The mild winter and lack of ice on much of the Great Lakes resulted in the Soo Locks opening earlier than normal to allow shipping to resume again between ports.
The Locks opened at noon last Saturday and immediately the John G. Munson, hauling 57,152 tons of coal, was the first boat through. The locks had been closed since Jan. 19.
While shippers are pleased with the early start, the lack of ice and mild winter might prove detrimental to shipping as the season heads into summer. According to a press release from the Lake Carriers Association, 98 million tons of cargo was moved across the Lakes last year - an increase of 5.7 percent from 2010.
The release warns, however, that a lack of federal funds has jeopardized dredging efforts in many Great Lakes ports, creating problematic conditions for shipping.
"Years of insufficient federal funding for dredging have left more than 17 million cubic yards of sediment clogging ports and waterways," the release states.

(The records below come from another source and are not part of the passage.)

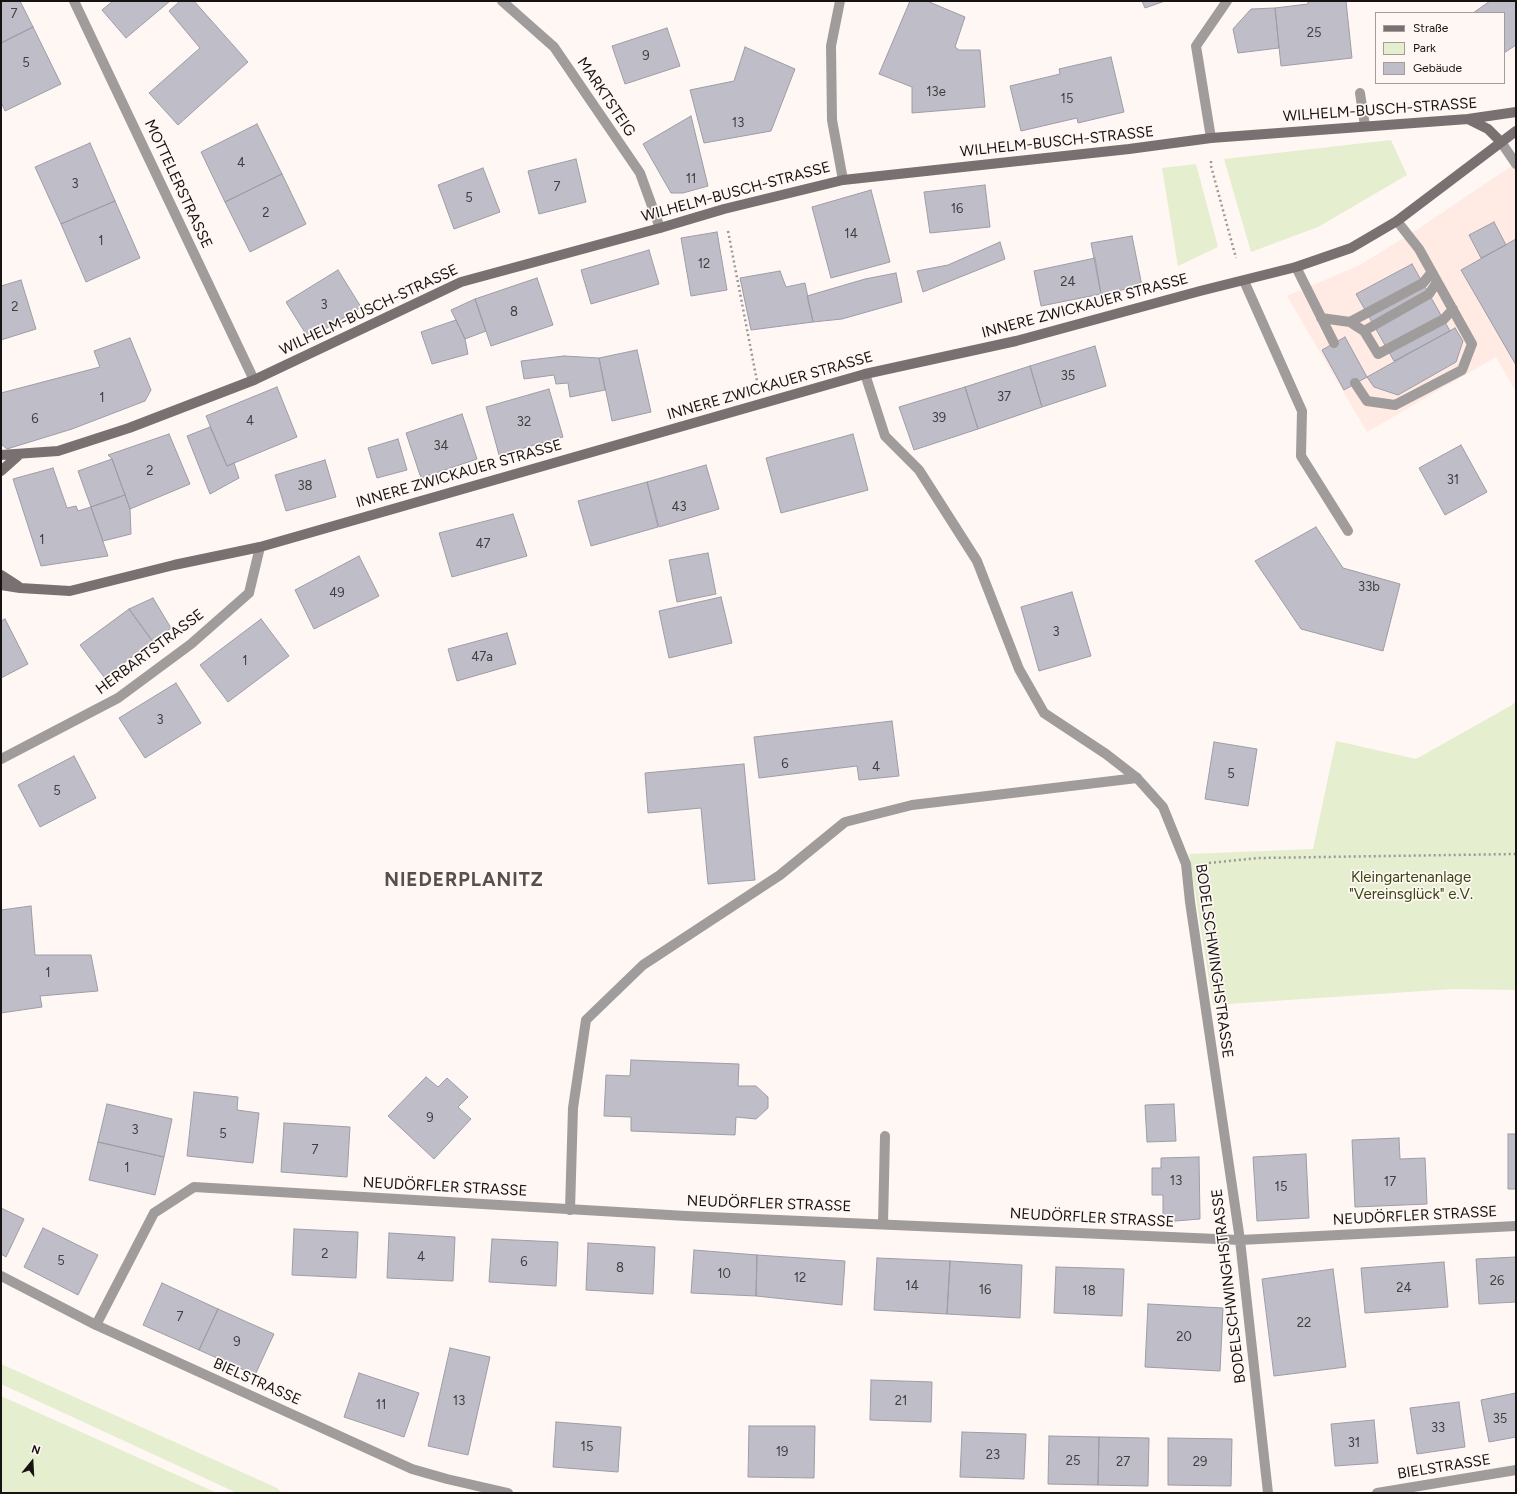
<!DOCTYPE html>
<meta charset="utf-8">
<style>
body{margin:0}
#map{position:relative;width:1517px;height:1494px;overflow:hidden;background:#fef7f4;font-family:Figtree,sans-serif}
canvas{display:block}
.frame{position:absolute;inset:0;border:2px solid #171312;pointer-events:none}
.legend{position:absolute;left:1375px;top:12px;width:130px;height:72px;box-sizing:border-box;background:#fef7f4;border:1px solid #a29c9a;margin:0;padding:5px 7px;list-style:none;font-size:12px;color:#171312}
.legend li{display:flex;align-items:center;gap:8px;height:20px}
.legend b{width:20px;border:1px solid #a29c9a}
.north{position:absolute;left:12px;top:1442px;width:40px;height:40px;-webkit-text-stroke:3px #fef7f4;paint-order:stroke;rotate:18deg;font-size:11px;font-weight:700;line-height:16px;text-align:center;color:#171312}
.north::after{content:'';display:block;margin:auto;width:14px;height:18px;background:#171312;clip-path:polygon(50% 0,100% 100%,50% 72%,0 100%)}
</style>
<div id="map">
<canvas width="1517" height="1494"></canvas>
<div class="frame"></div>
<ul class="legend">
<li><b style="height:5px;background:#787071"></b>Straße</li>
<li><b style="height:11px;background:#e5eecf"></b>Park</li>
<li><b style="height:11px;background:#bfbdc7"></b>Gebäude</li>
</ul>
<div class="north">N</div>
</div>
<script>
const c = document.querySelector('canvas').getContext('2d');
c.lineJoin = 'round';
function paint(path, color) { c.fillStyle = color; c.fill(path, 'evenodd'); }
const toPath = rows => new Path2D(rows.map(r => 'M' + r).join(''));
function strokePath(path, color, width, dash) { c.strokeStyle = color; c.lineWidth = width; c.lineCap = dash ? 'butt' : 'round'; c.setLineDash(dash || []); c.stroke(path); }
function drawText(font, color, halo, rows, align = 'center') {
  c.font = font + ' Figtree,sans-serif'; c.lineWidth = 3.5; c.setLineDash([]); c.textBaseline = 'middle'; c.strokeStyle = halo; c.fillStyle = color; for (const [text, x, y, turn = 0] of rows) {
    c.save(); c.translate(x, y); c.rotate((+turn || 0) * Math.PI / 180); c.textAlign = isNaN(turn) ? turn : align; if (halo) c.strokeText(text, 0, 0); c.fillText(text, 0, 0); c.restore();
  }
}
const commercial = toPath([
 [1516,163,1516,392,1496,357,1367,432,1287,296,1360,265,1418,229]
]);
const green = toPath([
 [1391,140,1407,175,1318,227,1251,252,1224,159],
 [1196,164,1218,247,1178,266,1162,168],
 [1516,701,1516,990,1453,989,1213,1005,1189,854,1313,849,1336,741,1416,759,1512,705],
 [1,1364,277,1488,282,1493,237,1493,1,1384],
 [1,1396,217,1493,1,1493]
]);
const building = toPath([
 [1,1,20,1,33,27,1,43,1,1],
 [113,1,170,1,126,38,102,10,113,1],
 [180,1,194,1,248,62,178,125,149,93,200,48,169,11,180,1],
 [910,1,927,1,965,17,955,47,959,50,980,50,985,107,912,113,912,87,879,74,910,1],
 [1142,1,1165,1,1145,8,1142,1],
 [1308,1,1346,1,1352,58,1281,66,1275,8,1308,4,1308,1],
 [1490,1,1516,1,1516,45,1504,53,1504,13,1473,13,1490,1],
 [1275,8,1279,48,1238,53,1233,29,1251,9,1275,8],
 [33,27,61,84,5,111,1,102,1,43,33,27],
 [667,28,680,66,625,84,612,46,667,28],
 [745,47,795,69,771,131,704,143,690,90,734,81,745,47],
 [1111,57,1124,112,1078,123,1077,118,1021,131,1010,86,1060,74,1059,69,1111,57],
 [691,116,708,186,683,193,671,193,643,144,691,116],
 [257,124,282,174,225,202,201,152,257,124],
 [90,143,115,201,61,224,35,167,90,143],
 [576,159,586,202,539,214,528,171,576,159],
 [483,168,500,212,454,229,438,185,483,168],
 [282,174,306,224,250,252,225,202,282,174],
 [985,185,990,227,930,233,924,192,985,185],
 [871,190,890,262,831,278,812,207,871,190],
 [115,201,140,258,86,282,61,224,115,201],
 [1494,222,1506,245,1481,258,1469,235,1494,222],
 [717,232,727,290,691,296,681,238,717,232],
 [1132,236,1142,286,1101,294,1091,243,1132,236],
 [1516,239,1516,365,1461,270,1516,239],
 [1000,242,1005,259,923,292,917,271,948,265,1000,242],
 [649,250,659,284,591,304,581,270,649,250],
 [1095,258,1101,294,1041,306,1034,271,1095,258],
 [1412,264,1450,331,1394,361,1356,294,1412,264],
 [338,270,361,307,309,339,286,302,338,270],
 [780,271,786,287,805,283,813,322,751,330,740,278,780,271],
 [896,273,902,302,842,319,813,322,807,296,865,279,896,273],
 [537,278,553,325,491,346,475,299,537,278],
 [21,280,36,329,1,340,1,286,21,280],
 [475,299,486,331,465,339,451,310,475,299],
 [456,320,465,339,468,354,432,364,421,332,456,320],
 [1455,328,1463,341,1456,362,1398,395,1374,387,1367,377,1455,328],
 [1345,337,1367,377,1344,390,1322,350,1345,337],
 [130,338,151,390,145,401,72,429,7,449,1,444,1,393,100,367,94,351,130,338],
 [1095,346,1106,386,1042,407,1030,366,1095,346],
 [637,350,651,412,612,421,599,358,637,350],
 [564,356,599,358,605,390,570,397,568,383,556,384,554,375,524,379,521,361,564,356],
 [1030,366,1042,407,978,429,965,387,1030,366],
 [277,387,297,437,227,466,206,416,277,387],
 [965,387,978,429,914,450,899,407,965,387],
 [549,389,563,437,499,455,486,407,549,389],
 [462,414,477,459,421,478,406,433,462,414],
 [210,427,227,466,234,463,239,478,210,494,187,436,210,427],
 [169,434,190,484,130,509,112,459,108,455,169,434],
 [853,434,868,490,781,513,766,458,853,434],
 [398,439,407,470,377,478,368,448,398,439],
 [1461,445,1487,492,1445,515,1419,468,1461,445],
 [112,459,125,495,91,507,78,471,112,459],
 [325,460,336,497,286,511,275,475,325,460],
 [706,465,719,509,659,527,647,482,706,465],
 [53,468,67,508,76,506,78,511,91,507,108,556,41,566,13,479,53,468],
 [647,482,658,527,591,546,578,501,647,482],
 [125,495,130,509,131,534,103,541,91,507,125,495],
 [513,514,527,556,452,577,439,533,513,514],
 [1316,527,1343,568,1400,584,1383,651,1301,629,1255,561,1316,527],
 [708,553,716,594,677,602,669,560,708,553],
 [359,556,379,596,314,629,295,590,359,556],
 [1072,592,1091,656,1039,671,1021,607,1072,592],
 [721,597,732,643,669,658,659,611,721,597],
 [153,598,171,628,153,642,129,609,153,598],
 [129,609,153,642,104,677,80,645,129,609],
 [5,619,28,664,1,678,1,621,5,619],
 [261,619,289,656,228,702,200,665,261,619],
 [507,633,516,664,457,681,448,649,507,633],
 [176,683,201,723,145,758,119,718,176,683],
 [892,721,899,776,859,780,857,766,759,778,754,737,892,721],
 [1214,742,1257,749,1248,806,1205,799,1214,742],
 [74,756,96,798,40,827,18,785,74,756],
 [744,764,755,880,708,884,701,808,648,813,645,773,744,764],
 [31,906,35,955,91,955,98,991,40,996,42,1007,1,1013,1,910,31,906],
 [631,1060,739,1064,738,1086,756,1086,768,1097,768,1108,756,1119,736,1117,735,1135,631,1131,631,1117,604,1116,606,1075,630,1076,631,1060],
 [426,1077,438,1087,447,1078,468,1097,458,1107,471,1119,434,1159,388,1116,426,1077],
 [194,1092,238,1097,237,1110,259,1113,253,1163,187,1156,194,1092],
 [107,1104,172,1119,164,1157,98,1142,107,1104],
 [1174,1104,1176,1141,1147,1142,1145,1105,1174,1104],
 [284,1123,350,1127,347,1177,281,1172,284,1123],
 [1508,1134,1516,1134,1516,1189,1508,1189,1508,1134],
 [1399,1138,1400,1159,1425,1158,1427,1204,1355,1207,1352,1140,1399,1138],
 [98,1142,164,1157,155,1195,89,1180,98,1142],
 [1306,1154,1309,1218,1257,1221,1253,1157,1306,1154],
 [1199,1157,1200,1219,1163,1222,1163,1195,1152,1195,1152,1168,1161,1168,1161,1158,1199,1157],
 [1,1208,24,1219,6,1257,1,1254,1,1208],
 [43,1228,98,1255,78,1295,24,1267,43,1228],
 [294,1229,358,1232,356,1278,292,1275,294,1229],
 [389,1233,455,1237,453,1281,387,1278,389,1233],
 [492,1239,558,1242,556,1286,489,1282,492,1239],
 [588,1243,655,1247,653,1294,586,1290,588,1243],
 [694,1250,757,1255,756,1296,691,1293,694,1250],
 [757,1255,845,1261,842,1305,756,1296,757,1255],
 [1516,1257,1516,1302,1479,1304,1476,1259,1516,1257],
 [877,1258,950,1261,947,1314,874,1310,877,1258],
 [950,1261,1022,1265,1020,1318,947,1314,950,1261],
 [1444,1262,1448,1307,1365,1313,1361,1268,1444,1262],
 [1056,1267,1124,1269,1122,1316,1054,1313,1056,1267],
 [1333,1269,1346,1367,1274,1376,1262,1279,1333,1269],
 [162,1283,218,1309,199,1350,143,1325,162,1283],
 [1148,1304,1223,1308,1220,1371,1145,1367,1148,1304],
 [218,1309,274,1334,255,1375,199,1350,218,1309],
 [450,1348,490,1357,468,1455,428,1446,450,1348],
 [359,1373,419,1393,404,1437,344,1417,359,1373],
 [871,1380,932,1382,931,1422,870,1420,871,1380],
 [1516,1393,1516,1437,1489,1442,1481,1400,1516,1393],
 [1459,1402,1465,1447,1417,1454,1410,1408,1459,1402],
 [1374,1420,1378,1463,1335,1466,1331,1424,1374,1420],
 [556,1422,621,1427,618,1472,553,1467,556,1422],
 [749,1426,815,1426,814,1478,748,1477,749,1426],
 [962,1432,1026,1434,1024,1479,960,1477,962,1432],
 [1049,1436,1099,1437,1098,1485,1048,1484,1049,1436],
 [1099,1437,1149,1438,1148,1486,1098,1485,1099,1437],
 [1168,1438,1232,1439,1231,1486,1168,1485,1168,1438]
]);
const path = toPath([
 [1211,161,1211,166,1236,258],
 [728,231,757,381],
 [1209,863,1259,858,1516,854]
]);
const lane = toPath([
 [1360,93,1365,126],
 [1211,138,1196,46,1227,1],
 [1501,142,1516,164],
 [1296,267,1334,343],
 [1244,281,1302,411,1301,456,1348,531],
 [1321,318,1350,322,1423,283,1432,272],
 [1350,322,1364,331,1378,354,1444,319,1453,309],
 [1364,331,1429,294,1437,282],
 [1355,383,1367,401,1395,405,1462,370,1472,344,1419,249,1397,221],
 [570,1210,573,1108,586,1020,643,965,780,875,845,822,912,805,1137,778],
 [883,1224,885,1136]
]);
const street = toPath([
 [74,1,254,380],
 [502,1,554,47,640,173,660,228],
 [840,1,831,46,832,120,843,180],
 [865,374,885,436,919,470,977,561,1019,669,1044,713,1106,754,1137,778,1163,807,1186,864,1190,902,1240,1240,1268,1493],
 [1,759,118,698,191,644,249,593,260,547],
 [1,1276,96,1325,412,1469,447,1479,508,1493],
 [96,1325,154,1213,194,1187,686,1216,1240,1240,1516,1226],
 [1377,1493,1516,1470]
]);
const secondary = toPath([
 [1468,119,1488,129,1501,142],
 [1,455,58,451,129,428,254,380,461,282,660,228,724,209,843,180,1129,149,1211,138,1468,119,1516,112],
 [1,471,20,454],
 [1,575,18,586],
 [1,585,20,588,70,591,174,565,260,547,865,374,1016,341,1200,291,1296,267,1351,248,1397,221,1516,131]
]);
const numberNames = [
 ["7",14,14],
 ["25",1314,33],
 ["9",646,56],
 ["5",26,63],
 ["13e",936,92],
 ["15",1067,99],
 ["13",738,123],
 ["4",241,163],
 ["11",691,179],
 ["3",75,184],
 ["7",557,187],
 ["5",469,198],
 ["16",957,209],
 ["2",266,213],
 ["14",851,234],
 ["1",101,241],
 ["12",704,264],
 ["24",1068,282],
 ["3",324,305],
 ["2",15,307],
 ["8",514,312],
 ["35",1068,376],
 ["37",1004,397],
 ["1",102,398],
 ["39",939,418],
 ["6",35,419],
 ["4",250,421],
 ["32",524,422],
 ["34",441,446],
 ["2",150,471],
 ["31",1453,480],
 ["38",305,486],
 ["43",679,507],
 ["1",42,540],
 ["47",483,544],
 ["33b",1369,587],
 ["49",337,593],
 ["3",1056,632],
 ["47a",482,657],
 ["1",245,661],
 ["3",160,720],
 ["6",785,764],
 ["4",876,767],
 ["5",1231,774],
 ["5",57,791],
 ["1",48,973],
 ["9",430,1118],
 ["3",135,1130],
 ["5",223,1134],
 ["7",315,1150],
 ["1",127,1168],
 ["13",1176,1181],
 ["17",1390,1182],
 ["15",1281,1187],
 ["2",325,1254],
 ["4",421,1257],
 ["5",61,1261],
 ["6",524,1262],
 ["8",620,1268],
 ["10",724,1274],
 ["12",800,1278],
 ["26",1497,1281],
 ["14",912,1286],
 ["24",1404,1288],
 ["16",985,1290],
 ["18",1089,1291],
 ["7",180,1317],
 ["22",1304,1323],
 ["20",1184,1337],
 ["9",237,1342],
 ["13",459,1401],
 ["21",901,1401],
 ["11",381,1405],
 ["35",1500,1419],
 ["33",1438,1428],
 ["31",1354,1443],
 ["15",587,1447],
 ["19",782,1452],
 ["23",993,1455],
 ["25",1073,1461],
 ["27",1123,1462],
 ["29",1200,1462]
];
const streetNames = [
 ["MARKTSTEIG",606,97,56],
 ["WILHELM-BUSCH-STRASSE",1380,110,-4],
 ["WILHELM-BUSCH-STRASSE",1057,142,-6],
 ["MOTTELERSTRASSE",178,184,65],
 ["WILHELM-BUSCH-STRASSE",736,192,-15],
 ["INNERE ZWICKAUER STRASSE",1085,306,-15],
 ["WILHELM-BUSCH-STRASSE",369,310,-25],
 ["INNERE ZWICKAUER STRASSE",770,386,-16],
 ["INNERE ZWICKAUER STRASSE",459,474,-16],
 ["HERBARTSTRASSE",150,652,-37],
 ["BODELSCHWINGHSTRASSE",1214,961,82],
 ["NEUDÖRFLER STRASSE",445,1187,3],
 ["NEUDÖRFLER STRASSE",769,1204,2],
 ["NEUDÖRFLER STRASSE",1415,1216,-3],
 ["NEUDÖRFLER STRASSE",1092,1218,3],
 ["BODELSCHWINGHSTRASSE",1229,1286,-97],
 ["BIELSTRASSE",257,1382,24],
 ["BIELSTRASSE",1444,1467,-9]
];
const parkNames = [
 ["Kleingartenanlage",1411,878],
 ["\"Vereinsglück\" e.V.",1411,895]
];
const districtNames = [
 ["NIEDERPLANITZ",464,880]
];
paint(commercial, '#ffeae4');
paint(green, '#e5eecf');
paint(building, '#bfbdc7');
strokePath(building, '#9e9ca6', 1);
strokePath(path, '#9d9896', 2.5, [2, 3]);
strokePath(lane, '#a19c9c', 10);
strokePath(street, '#a19c9c', 10);
strokePath(secondary, '#787071', 10);
drawText('13px', '#413e3f', null, numberNames);
drawText('15px', '#171312', '#fef7f4', streetNames);
drawText('15px', '#39450d', '#fef7f4', parkNames);
c.letterSpacing = '1px';
drawText('bold 19px', '#574f4a', '#fef7f4', districtNames);
c.letterSpacing = '0px';
</script>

As evidence, the release points to shipments last fall in St. Joseph that had to be suspended until emergency funds were used to clear the harbor and coal for a power plant in Holland could not be delivered in December.
We're glad shipping has begun, and many area residents are back to work on the boats again. Even still, it's important to keep Great Lakes issues front and center before the minds of federal and state legislators. Unless basics like money for dredging can be found, this important source of transportation and work for many area residents could be brought to a quick halt.